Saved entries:
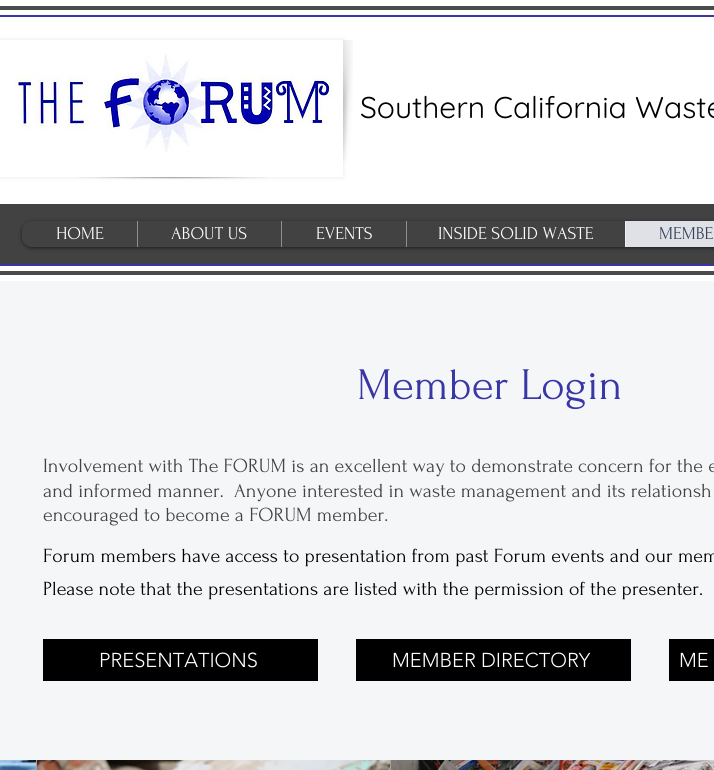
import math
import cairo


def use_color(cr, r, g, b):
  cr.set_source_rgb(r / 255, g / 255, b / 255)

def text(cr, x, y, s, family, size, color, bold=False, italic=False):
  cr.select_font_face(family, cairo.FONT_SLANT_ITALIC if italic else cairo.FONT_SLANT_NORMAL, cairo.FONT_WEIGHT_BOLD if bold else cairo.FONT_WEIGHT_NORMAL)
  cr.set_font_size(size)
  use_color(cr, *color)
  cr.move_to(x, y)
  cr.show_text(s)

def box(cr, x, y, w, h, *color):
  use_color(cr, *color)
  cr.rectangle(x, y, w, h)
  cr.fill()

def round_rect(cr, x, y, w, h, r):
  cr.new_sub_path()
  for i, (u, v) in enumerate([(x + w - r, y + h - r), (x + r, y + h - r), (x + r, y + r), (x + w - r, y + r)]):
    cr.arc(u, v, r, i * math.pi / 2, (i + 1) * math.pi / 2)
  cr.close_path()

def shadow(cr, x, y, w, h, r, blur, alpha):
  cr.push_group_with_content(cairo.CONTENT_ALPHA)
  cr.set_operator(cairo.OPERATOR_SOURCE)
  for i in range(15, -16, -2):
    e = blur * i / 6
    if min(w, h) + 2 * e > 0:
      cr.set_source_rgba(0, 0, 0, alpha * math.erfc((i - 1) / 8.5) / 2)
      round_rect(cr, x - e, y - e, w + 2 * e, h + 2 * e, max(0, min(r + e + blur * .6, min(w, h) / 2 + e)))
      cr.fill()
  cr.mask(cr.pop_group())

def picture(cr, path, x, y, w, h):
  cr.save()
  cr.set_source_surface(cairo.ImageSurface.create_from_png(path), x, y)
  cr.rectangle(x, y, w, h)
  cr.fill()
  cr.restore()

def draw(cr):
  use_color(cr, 245, 246, 248)
  cr.paint()
  box(cr, 0, 0, 714, 281, 255, 255, 255)
  box(cr, 0, 6, 714, 4, 75, 75, 75)
  box(cr, 0, 271, 714, 4, 75, 75, 75)
  box(cr, 0, 15, 714, 2, 57, 55, 166)
  box(cr, 0, 264, 714, 2, 57, 55, 166)
  cr.save()
  cr.set_fill_rule(cairo.FILL_RULE_EVEN_ODD)
  cr.new_path()
  cr.move_to(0, 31)
  cr.line_to(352, 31)
  cr.line_to(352, 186)
  cr.line_to(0, 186)
  cr.close_path()
  cr.move_to(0, 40)
  cr.line_to(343, 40)
  cr.line_to(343, 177)
  cr.line_to(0, 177)
  cr.close_path()
  cr.clip()
  use_color(cr, 0, 0, 0)
  shadow(cr, 0, 40, 343, 137, 0, 2.5, 0.1)
  cr.restore()
  picture(cr, "img_01.png", 14, 54, 320, 99)
  picture(cr, "img_02.png", 78, 177, 188, 2)
  picture(cr, "img_03.png", 343, 40, 10, 122)
  box(cr, 0, 204, 714, 60, 66, 66, 66)
  cr.save()
  cr.set_fill_rule(cairo.FILL_RULE_EVEN_ODD)
  cr.new_path()
  cr.move_to(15, 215)
  cr.line_to(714, 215)
  cr.line_to(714, 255)
  cr.line_to(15, 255)
  cr.close_path()
  cr.move_to(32, 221)
  cr.line_to(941, 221)
  cr.curve_to(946.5, 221, 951, 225.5, 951, 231)
  cr.line_to(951, 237)
  cr.curve_to(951, 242.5, 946.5, 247, 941, 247)
  cr.line_to(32, 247)
  cr.curve_to(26.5, 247, 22, 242.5, 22, 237)
  cr.line_to(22, 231)
  cr.curve_to(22, 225.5, 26.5, 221, 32, 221)
  cr.close_path()
  cr.clip()
  use_color(cr, 0, 0, 0)
  shadow(cr, 22, 222, 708, 26, 10, 2, 0.6)
  cr.restore()
  box(cr, 137, 221, 1, 26, 143, 143, 143)
  box(cr, 281, 221, 1, 26, 143, 143, 143)
  box(cr, 406, 221, 1, 26, 143, 143, 143)
  box(cr, 626, 221, 88, 26, 223, 225, 230)
  box(cr, 625, 221, 1, 26, 236, 237, 240)
  box(cr, 43, 639, 275, 42, 0, 0, 0)
  box(cr, 356, 639, 275, 42, 0, 0, 0)
  box(cr, 669, 639, 45, 42, 0, 0, 0)
  picture(cr, "img_04.png", 0, 760, 36, 10)
  box(cr, 36, 760, 1, 10, 162, 162, 162)
  picture(cr, "img_05.png", 37, 760, 353, 10)
  box(cr, 390, 760, 1, 10, 162, 162, 162)
  picture(cr, "img_06.png", 391, 760, 323, 10)
  text(cr, 360, 118, "Southern California Waste", "Quicksand", 30, (0, 0, 0))
  text(cr, 56, 239, "HOME", "Forum", 18, (255, 255, 255))
  text(cr, 171, 239, "ABOUT US", "Forum", 18, (255, 255, 255))
  text(cr, 316, 239, "EVENTS", "Forum", 18, (255, 255, 255))
  text(cr, 438, 239, "INSIDE SOLID WASTE", "Forum", 18, (255, 255, 255))
  text(cr, 659, 239, "MEMBE", "Forum", 18, (50, 65, 88))
  text(cr, 357, 399, "Member Login", "Forum", 45, (57, 55, 166))
  text(cr, 43, 472, "Involvement with The FORUM is an excellent way to demonstrate concern for the e", "Forum", 20, (66, 66, 66))
  text(cr, 43, 497, "and informed manner.", "Forum", 20, (66, 66, 66))
  text(cr, 234, 497, "Anyone interested in waste management and its relationsh", "Forum", 20, (66, 66, 66))
  text(cr, 43, 521, "encouraged to become a FORUM member.", "Forum", 20, (66, 66, 66))
  text(cr, 43, 562, "Forum members have access to presentation from past Forum events and our mem", "Forum", 20, (0, 0, 0))
  text(cr, 43, 595, "Please note that the presentations are listed with the permission of the presenter.", "Forum", 20, (0, 0, 0))
  text(cr, 99, 667, "PRESENTATIONS", "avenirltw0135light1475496 Light", 20, (255, 255, 255))
  text(cr, 392, 667, "MEMBER DIRECTORY", "avenirltw0135light1475496 Light", 20, (255, 255, 255))
  text(cr, 679, 667, "ME", "avenirltw0135light1475496 Light", 20, (255, 255, 255))


surface = cairo.ImageSurface(cairo.FORMAT_RGB24, 714, 770)
cr = cairo.Context(surface)
options = cairo.FontOptions()
options.set_hint_metrics(cairo.HINT_METRICS_OFF)
options.set_hint_style(cairo.HINT_STYLE_NONE)
cr.set_font_options(options)
cr.set_miter_limit(4)
draw(cr)
surface.write_to_png("out.png")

--- TASK ITEM ---
Within the data above, the span starting at the line containing "cr.move_to(x, y)" and ending at the line containing "if min(w, h)" is to be retyped exactly, with no other lines.

--- SOLUTION TO THIS PROBLEM ---
  cr.move_to(x, y)
  cr.show_text(s)

def box(cr, x, y, w, h, *color):
  use_color(cr, *color)
  cr.rectangle(x, y, w, h)
  cr.fill()

def round_rect(cr, x, y, w, h, r):
  cr.new_sub_path()
  for i, (u, v) in enumerate([(x + w - r, y + h - r), (x + r, y + h - r), (x + r, y + r), (x + w - r, y + r)]):
    cr.arc(u, v, r, i * math.pi / 2, (i + 1) * math.pi / 2)
  cr.close_path()

def shadow(cr, x, y, w, h, r, blur, alpha):
  cr.push_group_with_content(cairo.CONTENT_ALPHA)
  cr.set_operator(cairo.OPERATOR_SOURCE)
  for i in range(15, -16, -2):
    e = blur * i / 6
    if min(w, h) + 2 * e > 0:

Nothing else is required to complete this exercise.